By William M. Rodgers III
The job of slicing up the economic pie in the U.S. has traditionally fallen to Congress, with the Federal Reserve tasked with making sure there is enough to go around. But this could soon change.
Under proposals put forward by Democrats in Congress, the mandate of the Fed would be tweaked for the first time since 1977, when its objectives were made explicit: promote maximum employment, stable prices and moderate long-term interest rates. Under the new proposals, the central bank would gain an additional task of reducing racial inequality.
In short, the central bank could be handed the pie cutter and told to make sure everyone gets a fair share
If passed, the Federal Reserve Racial and Economic Equity Act would shift some of the responsibility for addressing systemic racial inequality away from Congress. Given that the nation’s politicians have failed to level the playing field to date, that may not be a bad thing.
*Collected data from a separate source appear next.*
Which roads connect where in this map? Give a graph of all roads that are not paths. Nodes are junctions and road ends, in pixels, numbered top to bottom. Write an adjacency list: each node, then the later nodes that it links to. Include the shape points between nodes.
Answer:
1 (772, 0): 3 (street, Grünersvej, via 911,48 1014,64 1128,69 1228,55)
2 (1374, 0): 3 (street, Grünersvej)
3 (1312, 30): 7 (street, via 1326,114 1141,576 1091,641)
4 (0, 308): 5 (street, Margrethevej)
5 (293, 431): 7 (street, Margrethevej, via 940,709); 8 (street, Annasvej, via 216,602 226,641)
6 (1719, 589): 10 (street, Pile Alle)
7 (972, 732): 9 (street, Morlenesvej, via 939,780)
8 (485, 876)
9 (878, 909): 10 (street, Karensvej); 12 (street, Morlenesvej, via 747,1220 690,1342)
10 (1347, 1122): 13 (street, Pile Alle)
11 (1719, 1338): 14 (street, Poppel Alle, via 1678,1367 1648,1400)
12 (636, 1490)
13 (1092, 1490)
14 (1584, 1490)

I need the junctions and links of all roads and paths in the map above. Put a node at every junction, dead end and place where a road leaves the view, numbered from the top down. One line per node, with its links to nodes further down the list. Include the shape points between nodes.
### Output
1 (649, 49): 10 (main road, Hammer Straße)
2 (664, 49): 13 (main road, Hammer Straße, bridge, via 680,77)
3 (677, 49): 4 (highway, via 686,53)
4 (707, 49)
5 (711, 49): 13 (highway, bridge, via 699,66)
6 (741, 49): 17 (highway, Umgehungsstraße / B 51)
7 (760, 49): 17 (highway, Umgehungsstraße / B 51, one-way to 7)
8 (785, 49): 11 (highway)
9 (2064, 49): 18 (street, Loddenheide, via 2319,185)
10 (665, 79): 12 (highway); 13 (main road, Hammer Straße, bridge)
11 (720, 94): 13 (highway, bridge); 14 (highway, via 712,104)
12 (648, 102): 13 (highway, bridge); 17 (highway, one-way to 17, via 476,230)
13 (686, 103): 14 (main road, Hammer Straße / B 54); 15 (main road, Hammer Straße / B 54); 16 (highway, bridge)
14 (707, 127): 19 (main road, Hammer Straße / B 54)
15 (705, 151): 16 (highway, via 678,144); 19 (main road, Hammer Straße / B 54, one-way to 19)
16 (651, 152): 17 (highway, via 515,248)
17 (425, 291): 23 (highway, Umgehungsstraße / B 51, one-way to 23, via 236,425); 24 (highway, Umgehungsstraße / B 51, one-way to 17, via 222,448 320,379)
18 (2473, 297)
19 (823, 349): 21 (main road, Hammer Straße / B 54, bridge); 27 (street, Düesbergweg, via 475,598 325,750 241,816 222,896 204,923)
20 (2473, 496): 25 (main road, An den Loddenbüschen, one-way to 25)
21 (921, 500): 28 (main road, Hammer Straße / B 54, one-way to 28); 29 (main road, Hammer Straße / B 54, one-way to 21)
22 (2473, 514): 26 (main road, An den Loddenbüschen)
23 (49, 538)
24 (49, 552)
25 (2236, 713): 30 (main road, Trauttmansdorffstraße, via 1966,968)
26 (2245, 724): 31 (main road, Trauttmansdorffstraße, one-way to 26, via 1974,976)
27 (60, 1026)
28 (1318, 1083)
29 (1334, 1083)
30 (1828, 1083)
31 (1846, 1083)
My work with economist Valerie Wilson finds that the economic position of Black Americans is equivalent to their relative position in 1979, with Black men earning on average 31% less than white men and Black women 19% less than white women.
When you factor in the incarcerated population, Black Americans are no better off than they were in 1950.
As a former chief economist at the U.S. Department of Labor who has researched racial inequality, I believe that the proposed changes to the Federal Reserve’s mandate would improve the economic status of Black Americans and that the Fed can achieve this in three key ways.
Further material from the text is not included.